# EXERCISE PROMPT:
Which lines of the data below include the string "where"? Return each of them.

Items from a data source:
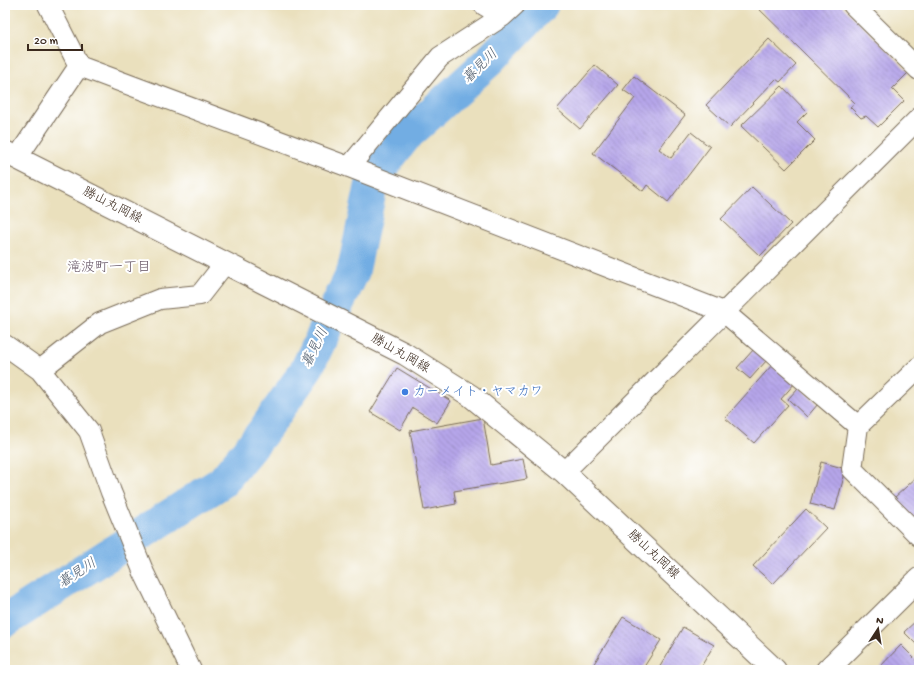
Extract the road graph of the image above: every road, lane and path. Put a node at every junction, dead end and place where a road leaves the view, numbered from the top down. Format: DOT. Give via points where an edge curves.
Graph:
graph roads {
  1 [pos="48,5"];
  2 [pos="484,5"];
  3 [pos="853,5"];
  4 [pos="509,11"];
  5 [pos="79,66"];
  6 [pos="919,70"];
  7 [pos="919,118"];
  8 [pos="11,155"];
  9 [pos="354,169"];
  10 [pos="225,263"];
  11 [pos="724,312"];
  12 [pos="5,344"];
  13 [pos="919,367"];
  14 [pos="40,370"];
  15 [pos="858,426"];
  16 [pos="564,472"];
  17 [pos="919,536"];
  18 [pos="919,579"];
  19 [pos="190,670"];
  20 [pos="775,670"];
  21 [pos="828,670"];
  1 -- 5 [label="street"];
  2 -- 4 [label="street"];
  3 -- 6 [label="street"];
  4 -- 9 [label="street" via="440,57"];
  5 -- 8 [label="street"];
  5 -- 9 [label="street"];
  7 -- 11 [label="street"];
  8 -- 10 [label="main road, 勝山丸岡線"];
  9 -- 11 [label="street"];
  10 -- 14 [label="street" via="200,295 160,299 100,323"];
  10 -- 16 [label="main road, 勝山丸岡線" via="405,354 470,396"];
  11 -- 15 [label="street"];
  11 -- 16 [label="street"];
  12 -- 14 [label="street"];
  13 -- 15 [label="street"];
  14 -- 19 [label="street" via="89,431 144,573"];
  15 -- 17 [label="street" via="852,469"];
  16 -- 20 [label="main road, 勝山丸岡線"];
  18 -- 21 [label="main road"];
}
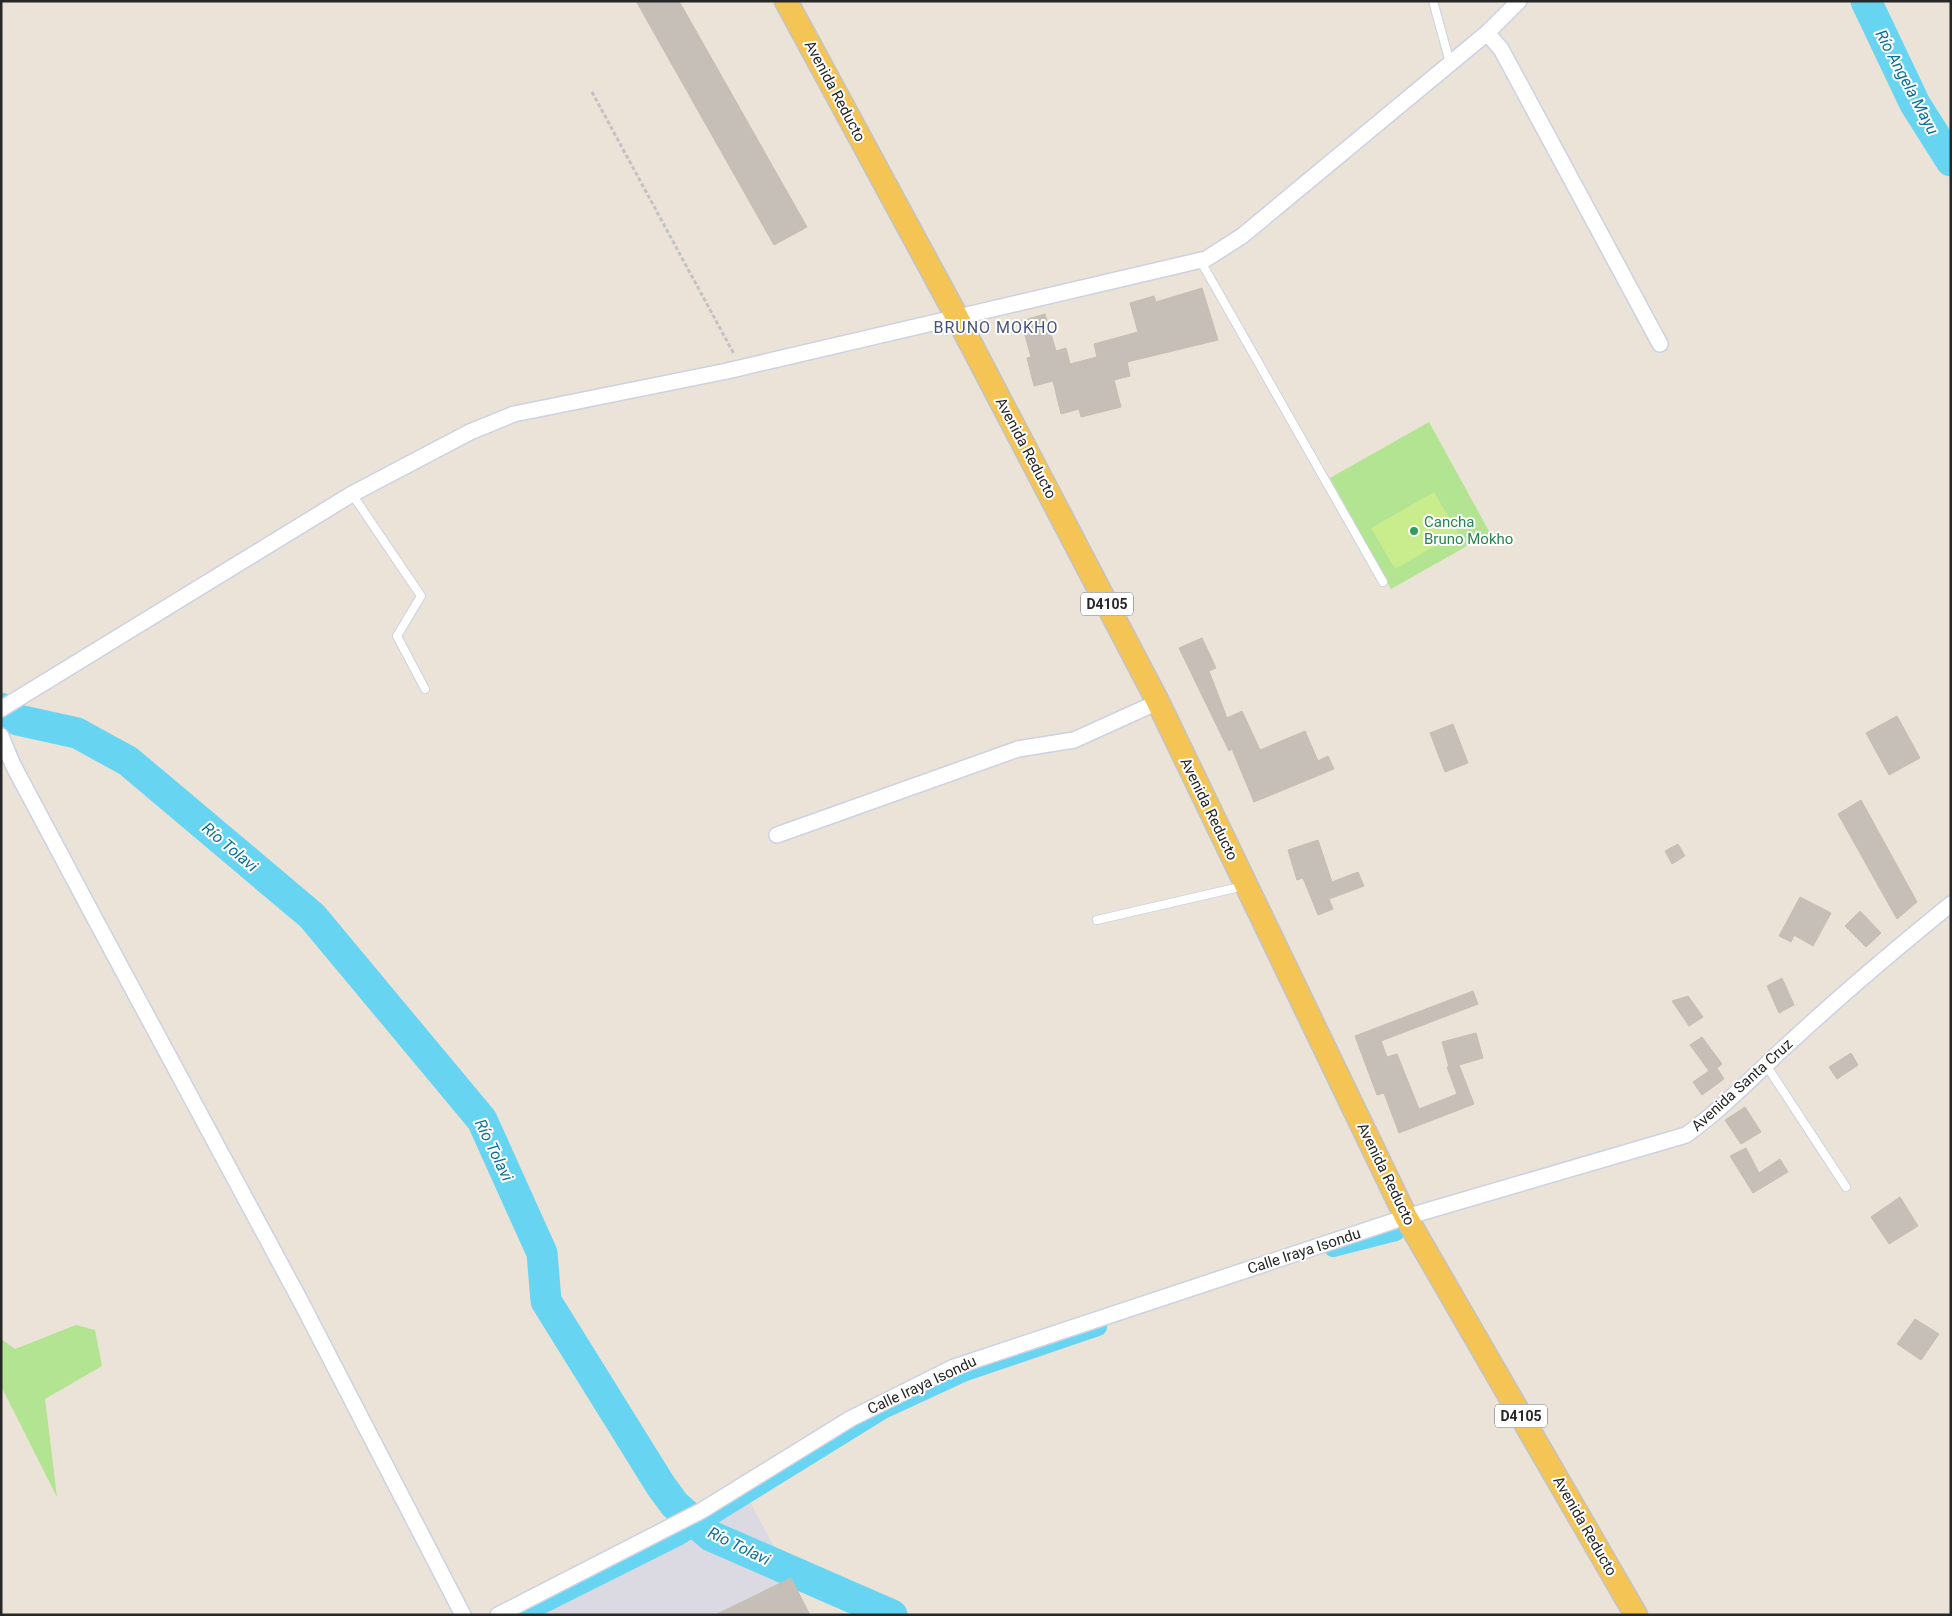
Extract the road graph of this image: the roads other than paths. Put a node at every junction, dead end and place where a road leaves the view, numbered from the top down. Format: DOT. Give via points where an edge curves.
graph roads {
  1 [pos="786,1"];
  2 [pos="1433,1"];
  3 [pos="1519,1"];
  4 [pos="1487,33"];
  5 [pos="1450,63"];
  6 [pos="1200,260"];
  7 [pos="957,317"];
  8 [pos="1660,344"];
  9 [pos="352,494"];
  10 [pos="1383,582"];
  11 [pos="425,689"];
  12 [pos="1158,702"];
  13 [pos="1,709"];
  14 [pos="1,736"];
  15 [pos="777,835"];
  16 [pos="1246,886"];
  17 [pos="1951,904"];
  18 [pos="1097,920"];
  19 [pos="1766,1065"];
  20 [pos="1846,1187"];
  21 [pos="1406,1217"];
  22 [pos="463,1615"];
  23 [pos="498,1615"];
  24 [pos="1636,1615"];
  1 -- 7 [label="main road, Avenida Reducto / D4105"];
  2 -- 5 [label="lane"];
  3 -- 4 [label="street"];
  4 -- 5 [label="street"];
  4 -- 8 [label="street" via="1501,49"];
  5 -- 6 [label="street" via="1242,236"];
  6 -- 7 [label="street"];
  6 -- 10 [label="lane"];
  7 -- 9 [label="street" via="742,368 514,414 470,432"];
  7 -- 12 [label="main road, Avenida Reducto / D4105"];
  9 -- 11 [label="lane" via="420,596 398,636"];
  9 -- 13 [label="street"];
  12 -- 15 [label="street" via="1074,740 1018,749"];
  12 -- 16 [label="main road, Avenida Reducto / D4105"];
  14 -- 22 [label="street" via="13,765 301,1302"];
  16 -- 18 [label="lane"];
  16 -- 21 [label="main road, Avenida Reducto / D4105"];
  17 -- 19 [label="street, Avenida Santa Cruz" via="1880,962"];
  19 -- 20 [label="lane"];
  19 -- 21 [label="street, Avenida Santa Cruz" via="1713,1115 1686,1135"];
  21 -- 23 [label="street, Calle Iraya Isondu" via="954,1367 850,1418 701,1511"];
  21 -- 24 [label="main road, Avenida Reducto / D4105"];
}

# RESULT BELOW:
Extract the road graph of the image above: every road, lane and path. Put a node at every junction, dead end and place where a road leaves the view, numbered from the top down. Format: DOT. Give via points where an edge curves.
Extract the road graph of this image: the roads other than paths. Put a node at every junction, dead end and place where a road leaves the view, numbered from the top down. Format: DOT. Give via points where an edge curves.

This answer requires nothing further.